De bikkelharde Michèle vormt een nieuw hoogtepunt in de toch al lovenswaardige carrière van het fenomeen Isabelle Huppert. De Franse diva is geen onbekende met grensverleggende rollen omtrent vrouwelijke seksualiteit, van masochistisch in La Pianiste tot jeugdig en rebels in Godards Passion, maar zelfs voor haar doen getuigt haar prestatie in Elle van lef, zowel fysiek als emotioneel. Ze laveert moeiteloos tussen hardhandig toegetakeld slachtoffer en manipulatief monster en incasseert op seksueel vlak bijna net zoveel als ze uitdeelt.

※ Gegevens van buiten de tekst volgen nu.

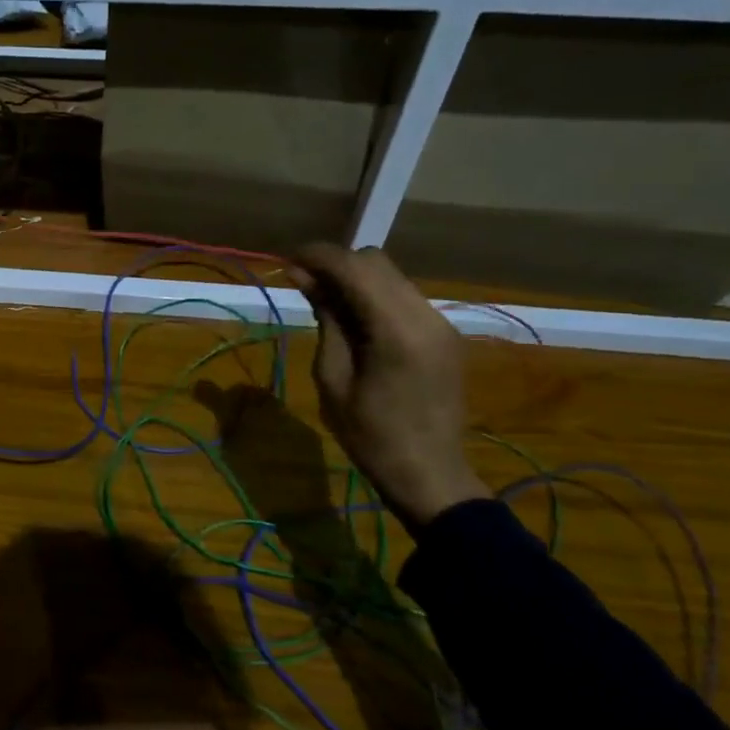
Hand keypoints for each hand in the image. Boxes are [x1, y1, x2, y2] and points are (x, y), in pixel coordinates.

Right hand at [290, 244, 489, 531]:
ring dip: (354, 277)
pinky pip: (403, 296)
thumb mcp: (333, 378)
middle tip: (301, 282)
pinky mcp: (443, 333)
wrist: (428, 473)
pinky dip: (373, 294)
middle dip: (335, 263)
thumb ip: (326, 319)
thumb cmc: (369, 435)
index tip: (287, 259)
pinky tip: (352, 317)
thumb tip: (303, 276)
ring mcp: (440, 323)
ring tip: (322, 299)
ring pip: (391, 275)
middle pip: (376, 262)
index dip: (317, 255)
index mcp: (397, 330)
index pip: (355, 268)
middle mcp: (426, 315)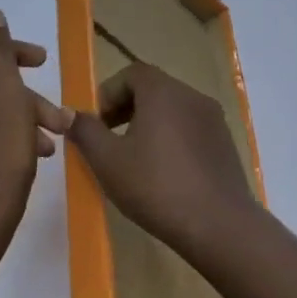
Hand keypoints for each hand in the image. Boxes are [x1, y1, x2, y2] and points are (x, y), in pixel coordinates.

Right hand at [65, 61, 258, 260]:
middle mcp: (193, 97)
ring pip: (174, 111)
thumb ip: (86, 132)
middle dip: (127, 109)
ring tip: (135, 159)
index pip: (132, 73)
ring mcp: (214, 120)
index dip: (108, 94)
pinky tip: (164, 174)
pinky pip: (192, 130)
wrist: (218, 224)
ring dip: (150, 125)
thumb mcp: (108, 161)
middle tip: (109, 140)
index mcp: (164, 92)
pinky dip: (172, 140)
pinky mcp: (226, 144)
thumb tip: (70, 114)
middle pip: (154, 89)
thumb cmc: (155, 187)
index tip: (96, 123)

Huppert domineert wat zonder twijfel 'haar' film genoemd mag worden, waardoor de rest van de cast toch wat verbleekt. Dat is jammer, want er bevinden zich diverse Europese coryfeeën in het ensemble, van wie de meesten gereduceerd worden tot overdreven typetjes in Verhoevens satirisch geheel. Verhoeven geeft zijn muze Huppert alle ruimte zich uit te leven in dit verontrustende relaas, dat verder ondergeschikt is aan zijn drang om op elk ander niveau vooral geen compromissen te sluiten.
De oude stoker heeft immers wat in te halen en lijkt met Elle een nieuw schandaal aan zijn toch al dwarse loopbaan toe te willen voegen. Cannes kon hij er niet mee veroveren en het waarom laat zich snel raden. De film schakelt heen en weer tussen beangstigende horror, hilarische familieklucht en sensationele satire, maar die elementen zitten elkaar behoorlijk in de weg. De film choqueert effectief, maar op de grensoverschrijdende taferelen volgt hoofdzakelijk een ongemakkelijk lachje uit plaatsvervangende schaamte. Als thriller slaat de film halverwege dood, maar interessant blijft de studie naar de identiteit van de protagoniste als dominante, maar geconflicteerde en impulsieve persoonlijkheid. De gewaagde en amorele film zal mensen net zo makkelijk intrigeren als tegen het hoofd stoten, maar dat was te verwachten van de eeuwige provocateur Verhoeven.